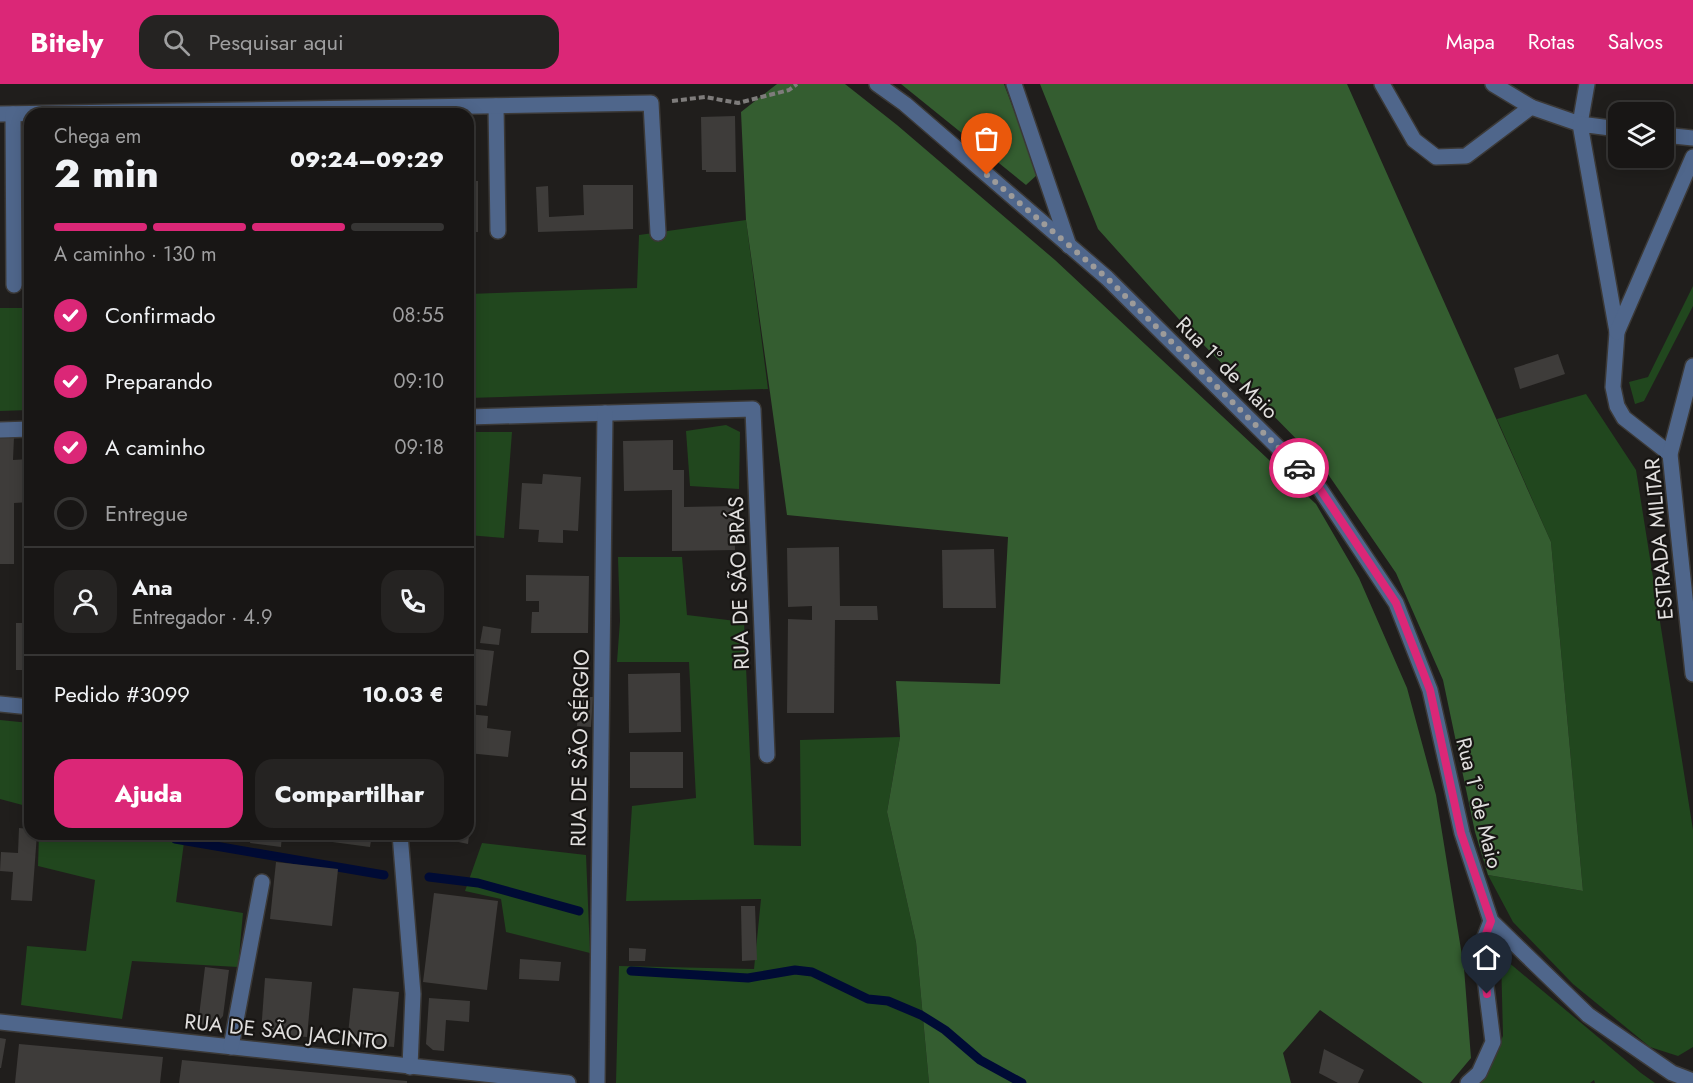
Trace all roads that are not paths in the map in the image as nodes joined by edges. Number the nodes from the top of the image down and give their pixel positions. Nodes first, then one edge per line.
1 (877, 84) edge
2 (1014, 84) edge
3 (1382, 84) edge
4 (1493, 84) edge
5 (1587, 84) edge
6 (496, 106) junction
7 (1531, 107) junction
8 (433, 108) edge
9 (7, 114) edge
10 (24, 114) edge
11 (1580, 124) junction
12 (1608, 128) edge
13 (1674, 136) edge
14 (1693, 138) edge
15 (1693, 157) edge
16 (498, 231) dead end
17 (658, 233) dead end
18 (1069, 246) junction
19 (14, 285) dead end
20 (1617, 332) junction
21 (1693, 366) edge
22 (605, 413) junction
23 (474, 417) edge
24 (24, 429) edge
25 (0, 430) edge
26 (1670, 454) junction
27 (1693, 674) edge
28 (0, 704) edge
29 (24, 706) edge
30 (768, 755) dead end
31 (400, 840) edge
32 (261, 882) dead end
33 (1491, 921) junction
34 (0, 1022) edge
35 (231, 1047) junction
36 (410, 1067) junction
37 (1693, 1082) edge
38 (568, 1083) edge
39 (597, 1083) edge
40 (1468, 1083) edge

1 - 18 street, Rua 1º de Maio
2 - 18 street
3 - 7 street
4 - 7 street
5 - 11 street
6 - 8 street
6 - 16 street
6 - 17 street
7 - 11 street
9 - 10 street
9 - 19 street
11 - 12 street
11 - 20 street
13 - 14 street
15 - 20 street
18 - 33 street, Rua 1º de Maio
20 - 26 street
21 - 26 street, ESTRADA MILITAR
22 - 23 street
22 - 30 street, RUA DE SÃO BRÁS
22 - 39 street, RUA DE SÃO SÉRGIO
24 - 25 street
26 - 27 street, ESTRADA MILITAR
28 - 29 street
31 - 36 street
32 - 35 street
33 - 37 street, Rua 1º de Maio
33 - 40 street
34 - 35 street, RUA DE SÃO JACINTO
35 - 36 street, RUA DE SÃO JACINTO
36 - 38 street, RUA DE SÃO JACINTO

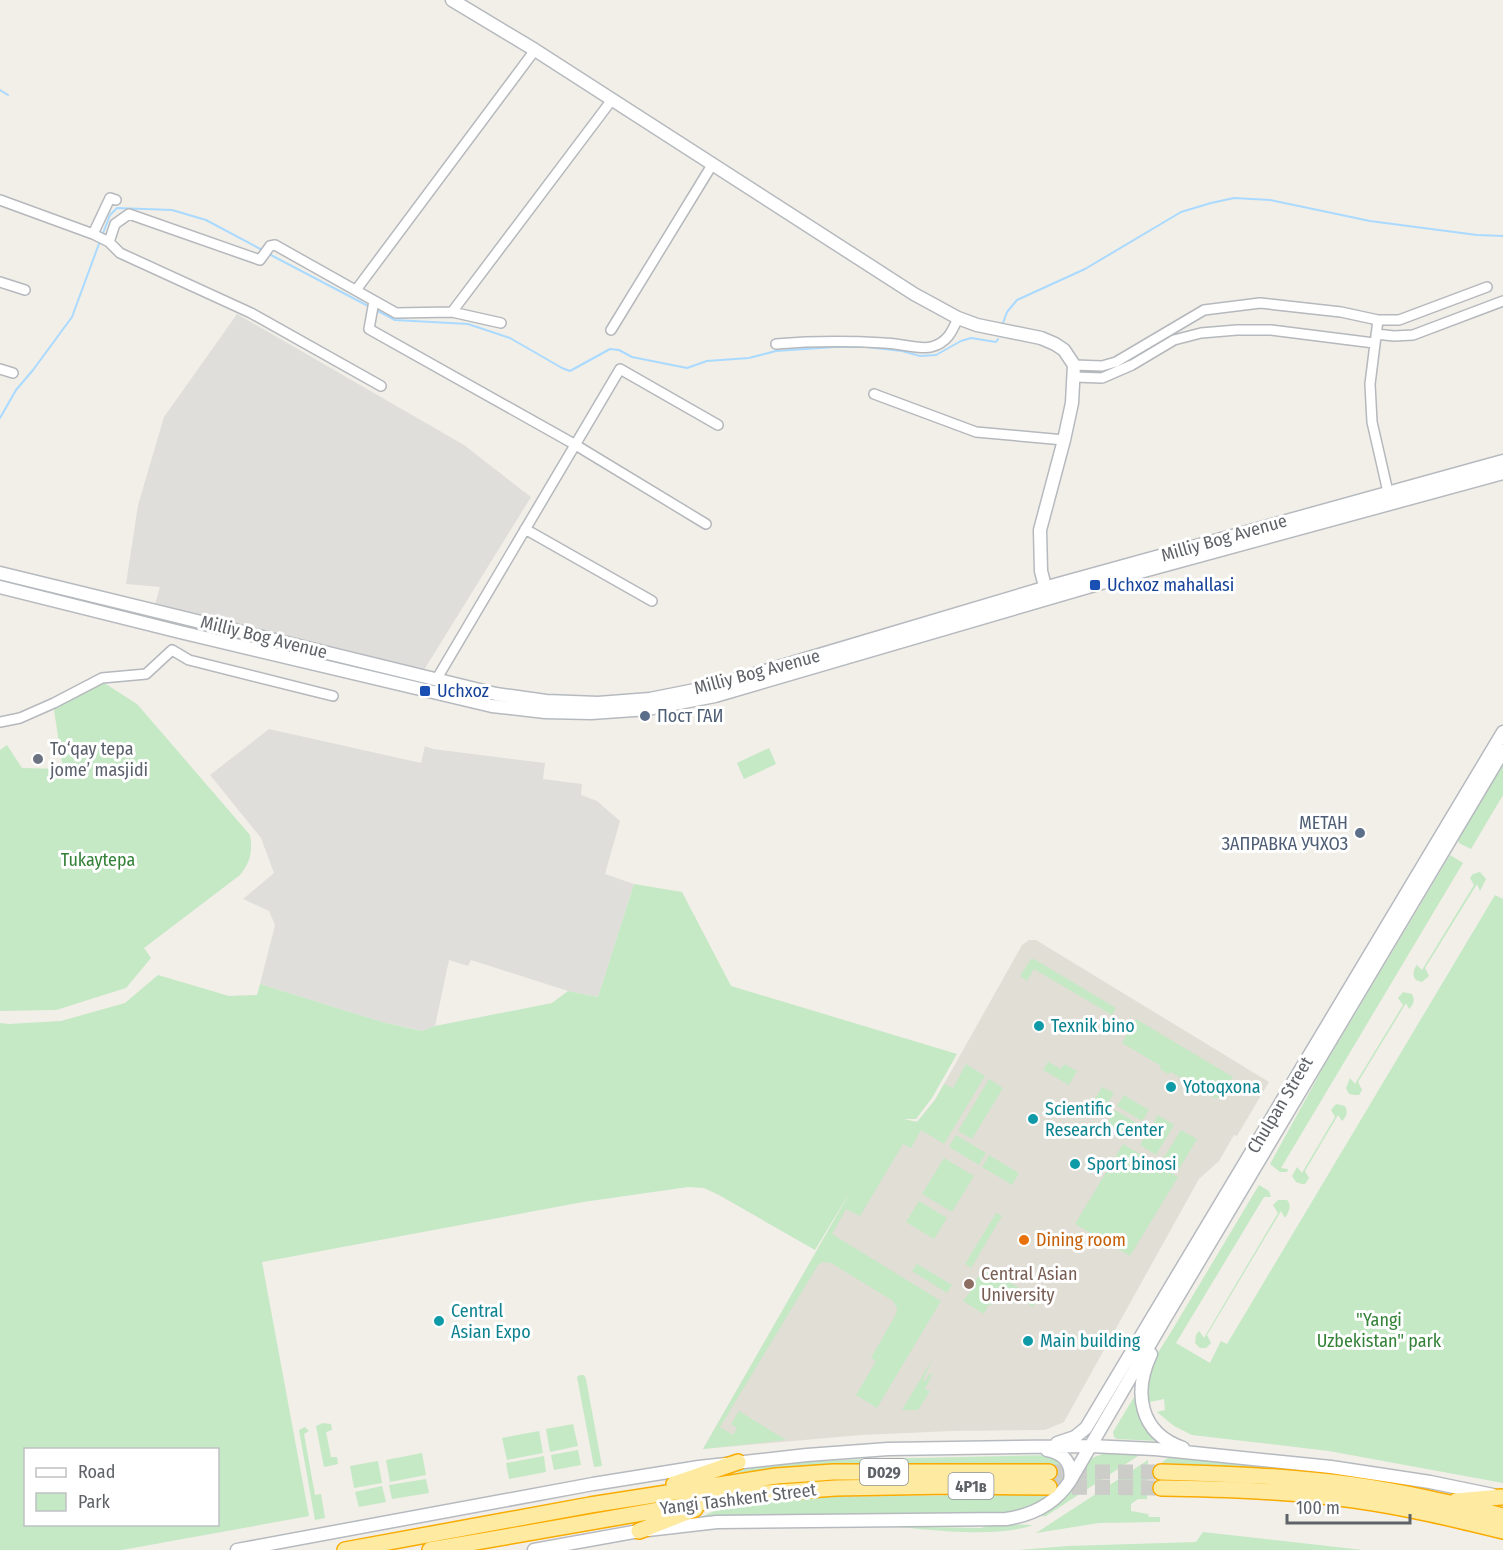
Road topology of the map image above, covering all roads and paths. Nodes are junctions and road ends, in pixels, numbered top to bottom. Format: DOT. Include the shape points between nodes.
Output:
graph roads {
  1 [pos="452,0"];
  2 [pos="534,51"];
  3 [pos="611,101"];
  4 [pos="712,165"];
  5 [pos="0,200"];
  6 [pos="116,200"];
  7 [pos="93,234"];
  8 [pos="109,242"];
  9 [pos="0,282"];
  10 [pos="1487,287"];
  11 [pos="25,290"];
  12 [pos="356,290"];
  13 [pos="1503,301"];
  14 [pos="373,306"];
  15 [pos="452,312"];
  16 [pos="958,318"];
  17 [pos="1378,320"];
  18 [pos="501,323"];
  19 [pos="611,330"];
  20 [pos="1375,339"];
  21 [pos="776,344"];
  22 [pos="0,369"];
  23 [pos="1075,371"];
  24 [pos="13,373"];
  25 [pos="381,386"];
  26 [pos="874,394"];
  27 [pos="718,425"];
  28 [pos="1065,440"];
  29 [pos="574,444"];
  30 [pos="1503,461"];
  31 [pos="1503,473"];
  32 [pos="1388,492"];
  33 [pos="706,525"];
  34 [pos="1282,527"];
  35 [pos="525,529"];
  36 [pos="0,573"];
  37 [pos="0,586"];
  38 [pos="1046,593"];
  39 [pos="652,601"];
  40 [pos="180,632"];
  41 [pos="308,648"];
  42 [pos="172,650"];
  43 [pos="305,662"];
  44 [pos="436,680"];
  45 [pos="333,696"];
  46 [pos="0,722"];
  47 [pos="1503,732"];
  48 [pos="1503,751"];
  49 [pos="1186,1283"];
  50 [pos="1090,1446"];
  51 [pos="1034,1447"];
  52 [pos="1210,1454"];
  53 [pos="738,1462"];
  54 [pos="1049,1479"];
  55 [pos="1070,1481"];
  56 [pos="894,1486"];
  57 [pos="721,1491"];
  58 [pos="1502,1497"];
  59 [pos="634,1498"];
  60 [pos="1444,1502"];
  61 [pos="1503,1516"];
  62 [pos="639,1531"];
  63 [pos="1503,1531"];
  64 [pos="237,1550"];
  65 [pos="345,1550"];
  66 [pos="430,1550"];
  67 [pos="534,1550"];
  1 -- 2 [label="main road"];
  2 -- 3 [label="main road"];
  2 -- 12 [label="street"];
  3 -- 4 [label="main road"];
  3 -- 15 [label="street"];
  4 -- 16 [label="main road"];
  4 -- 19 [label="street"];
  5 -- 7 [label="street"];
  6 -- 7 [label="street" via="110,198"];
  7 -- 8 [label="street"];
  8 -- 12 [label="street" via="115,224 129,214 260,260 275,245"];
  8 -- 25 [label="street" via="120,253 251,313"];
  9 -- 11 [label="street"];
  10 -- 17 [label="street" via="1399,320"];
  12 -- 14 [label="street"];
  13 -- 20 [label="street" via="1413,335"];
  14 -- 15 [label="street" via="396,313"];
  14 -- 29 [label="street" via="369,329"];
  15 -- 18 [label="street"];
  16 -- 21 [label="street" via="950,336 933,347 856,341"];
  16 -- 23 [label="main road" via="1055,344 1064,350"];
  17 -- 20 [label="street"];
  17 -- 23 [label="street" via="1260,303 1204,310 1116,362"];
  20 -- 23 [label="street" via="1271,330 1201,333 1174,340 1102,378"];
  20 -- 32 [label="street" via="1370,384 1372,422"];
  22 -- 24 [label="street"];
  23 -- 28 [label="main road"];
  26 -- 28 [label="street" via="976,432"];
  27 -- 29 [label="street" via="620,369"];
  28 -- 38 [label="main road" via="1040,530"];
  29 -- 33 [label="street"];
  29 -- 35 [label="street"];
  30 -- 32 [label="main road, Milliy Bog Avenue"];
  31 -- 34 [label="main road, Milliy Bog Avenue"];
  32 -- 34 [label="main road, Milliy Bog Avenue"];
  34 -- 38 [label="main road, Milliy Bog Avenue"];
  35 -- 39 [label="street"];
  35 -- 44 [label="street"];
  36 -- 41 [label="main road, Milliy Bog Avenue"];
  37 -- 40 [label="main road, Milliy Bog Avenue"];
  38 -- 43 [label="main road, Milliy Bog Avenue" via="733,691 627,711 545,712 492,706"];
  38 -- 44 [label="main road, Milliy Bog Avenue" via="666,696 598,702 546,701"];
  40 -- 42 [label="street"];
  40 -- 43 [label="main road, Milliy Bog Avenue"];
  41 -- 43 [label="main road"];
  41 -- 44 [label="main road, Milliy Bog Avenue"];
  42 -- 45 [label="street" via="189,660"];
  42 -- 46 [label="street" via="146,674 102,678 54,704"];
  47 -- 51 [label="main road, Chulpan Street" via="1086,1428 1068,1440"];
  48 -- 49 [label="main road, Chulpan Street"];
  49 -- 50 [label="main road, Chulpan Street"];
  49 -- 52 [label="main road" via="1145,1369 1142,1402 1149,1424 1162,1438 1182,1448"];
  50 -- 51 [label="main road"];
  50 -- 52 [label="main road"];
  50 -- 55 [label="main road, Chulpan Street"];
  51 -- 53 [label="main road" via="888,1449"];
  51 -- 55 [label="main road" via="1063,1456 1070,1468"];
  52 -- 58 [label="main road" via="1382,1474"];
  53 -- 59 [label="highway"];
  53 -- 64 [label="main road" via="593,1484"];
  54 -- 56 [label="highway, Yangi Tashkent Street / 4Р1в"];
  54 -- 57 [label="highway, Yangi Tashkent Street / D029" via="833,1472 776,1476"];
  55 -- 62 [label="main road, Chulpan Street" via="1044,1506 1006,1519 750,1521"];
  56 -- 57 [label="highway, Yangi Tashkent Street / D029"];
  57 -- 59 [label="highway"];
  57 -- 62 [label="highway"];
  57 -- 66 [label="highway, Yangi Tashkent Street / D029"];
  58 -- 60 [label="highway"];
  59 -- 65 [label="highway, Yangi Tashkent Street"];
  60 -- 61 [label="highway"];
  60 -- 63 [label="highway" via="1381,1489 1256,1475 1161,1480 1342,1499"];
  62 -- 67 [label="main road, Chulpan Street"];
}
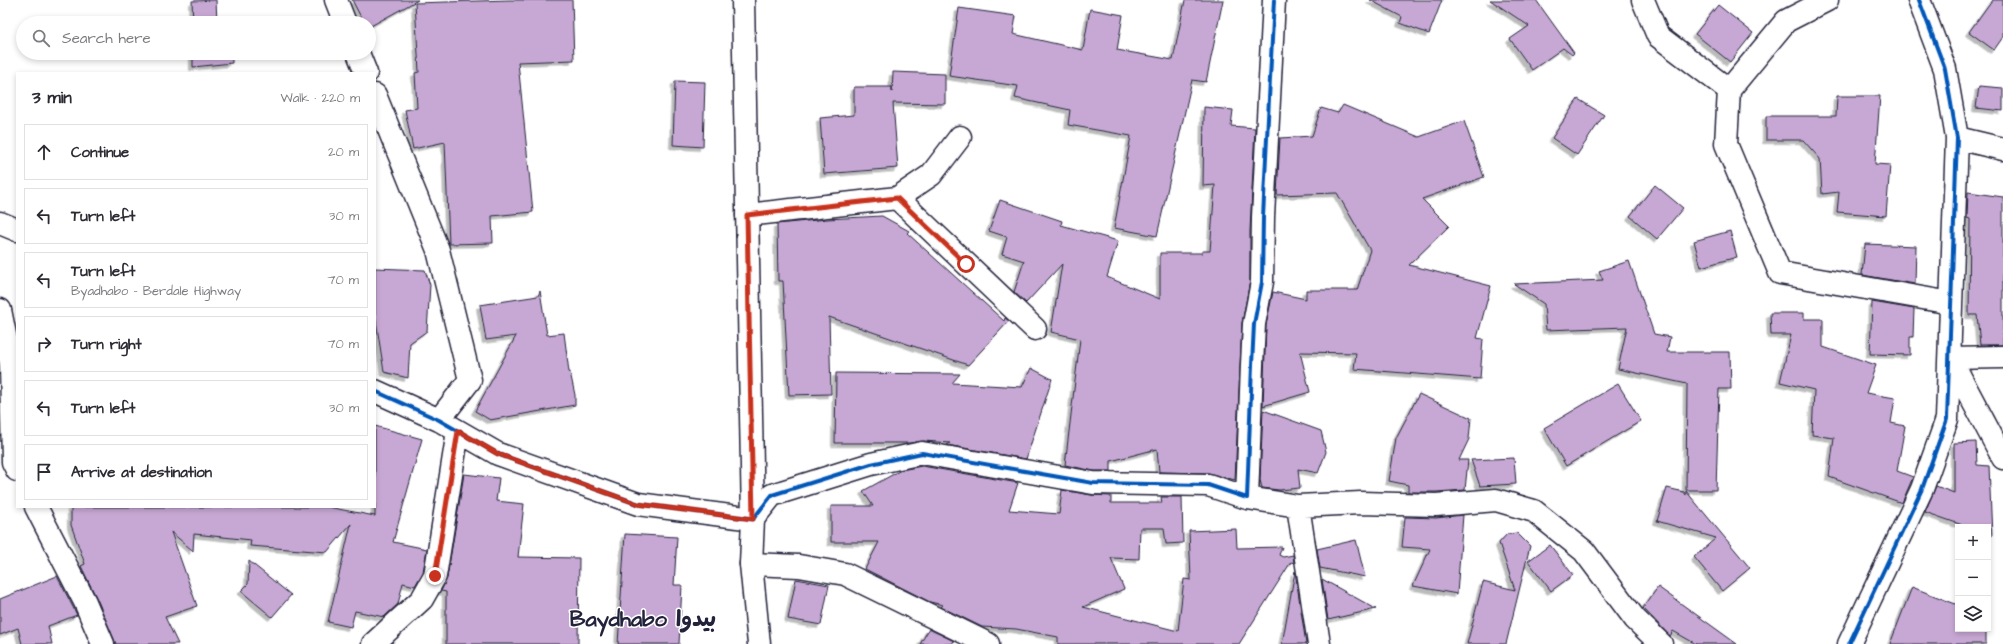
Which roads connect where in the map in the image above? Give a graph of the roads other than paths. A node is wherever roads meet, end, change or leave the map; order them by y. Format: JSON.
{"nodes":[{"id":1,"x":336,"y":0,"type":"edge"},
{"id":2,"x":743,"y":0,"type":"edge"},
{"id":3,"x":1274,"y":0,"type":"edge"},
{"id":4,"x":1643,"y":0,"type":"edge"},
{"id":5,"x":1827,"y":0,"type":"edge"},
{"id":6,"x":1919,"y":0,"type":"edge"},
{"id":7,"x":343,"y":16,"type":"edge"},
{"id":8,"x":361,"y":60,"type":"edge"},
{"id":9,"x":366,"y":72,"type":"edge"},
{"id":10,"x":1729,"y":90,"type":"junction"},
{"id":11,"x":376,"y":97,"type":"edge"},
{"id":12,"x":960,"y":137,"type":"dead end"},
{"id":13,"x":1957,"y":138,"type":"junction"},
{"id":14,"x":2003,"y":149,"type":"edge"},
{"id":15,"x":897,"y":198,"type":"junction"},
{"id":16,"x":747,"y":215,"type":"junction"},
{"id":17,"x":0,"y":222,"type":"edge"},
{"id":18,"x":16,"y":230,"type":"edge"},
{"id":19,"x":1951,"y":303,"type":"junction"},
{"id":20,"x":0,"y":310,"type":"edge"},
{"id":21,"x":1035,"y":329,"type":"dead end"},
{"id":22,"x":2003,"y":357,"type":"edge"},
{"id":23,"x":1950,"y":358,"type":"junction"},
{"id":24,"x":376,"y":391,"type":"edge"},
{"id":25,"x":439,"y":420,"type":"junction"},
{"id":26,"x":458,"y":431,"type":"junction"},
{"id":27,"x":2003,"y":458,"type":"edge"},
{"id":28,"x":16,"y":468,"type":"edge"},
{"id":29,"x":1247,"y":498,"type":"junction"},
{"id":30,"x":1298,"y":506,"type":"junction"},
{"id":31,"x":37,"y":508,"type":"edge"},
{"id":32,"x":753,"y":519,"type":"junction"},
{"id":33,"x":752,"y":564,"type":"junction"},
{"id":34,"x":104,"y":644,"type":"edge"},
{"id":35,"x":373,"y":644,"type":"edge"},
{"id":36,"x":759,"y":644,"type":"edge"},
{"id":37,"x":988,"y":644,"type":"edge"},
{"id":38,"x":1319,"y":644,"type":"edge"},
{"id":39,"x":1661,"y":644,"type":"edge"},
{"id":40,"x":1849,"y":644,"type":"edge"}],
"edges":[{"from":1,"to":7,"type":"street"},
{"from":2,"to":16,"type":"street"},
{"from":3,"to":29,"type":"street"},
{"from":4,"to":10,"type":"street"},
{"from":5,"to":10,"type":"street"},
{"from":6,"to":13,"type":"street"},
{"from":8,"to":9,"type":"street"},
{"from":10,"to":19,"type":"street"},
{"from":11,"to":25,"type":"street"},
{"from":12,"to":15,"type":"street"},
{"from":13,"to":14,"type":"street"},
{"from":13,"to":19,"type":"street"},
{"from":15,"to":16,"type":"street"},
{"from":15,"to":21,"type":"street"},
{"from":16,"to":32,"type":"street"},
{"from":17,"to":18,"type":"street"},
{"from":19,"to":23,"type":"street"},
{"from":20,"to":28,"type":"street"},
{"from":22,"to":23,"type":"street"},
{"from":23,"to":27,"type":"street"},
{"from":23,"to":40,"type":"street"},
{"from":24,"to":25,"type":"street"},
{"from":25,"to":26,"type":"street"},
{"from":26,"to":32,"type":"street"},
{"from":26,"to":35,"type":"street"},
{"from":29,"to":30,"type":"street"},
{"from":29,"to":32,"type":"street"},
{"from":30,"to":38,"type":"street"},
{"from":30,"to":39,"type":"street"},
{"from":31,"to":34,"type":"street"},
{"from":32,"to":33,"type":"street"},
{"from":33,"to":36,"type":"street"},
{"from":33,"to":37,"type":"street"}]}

> _WORK INSTRUCTIONS_
A copy of each line above that holds the word "paths" is the expected answer.

> _TASK ANSWER_
Trace all roads that are not paths in the map in the image as nodes joined by edges. Number the nodes from the top of the image down and give their pixel positions. Nodes first, then one edge per line.
Road topology of the map image above, covering all roads and paths. Nodes are junctions and road ends, in pixels, numbered top to bottom. Format: DOT. Include the shape points between nodes.
Which roads connect where in the map in the image above? Give a graph of the roads other than paths. A node is wherever roads meet, end, change or leave the map; order them by y. Format: JSON.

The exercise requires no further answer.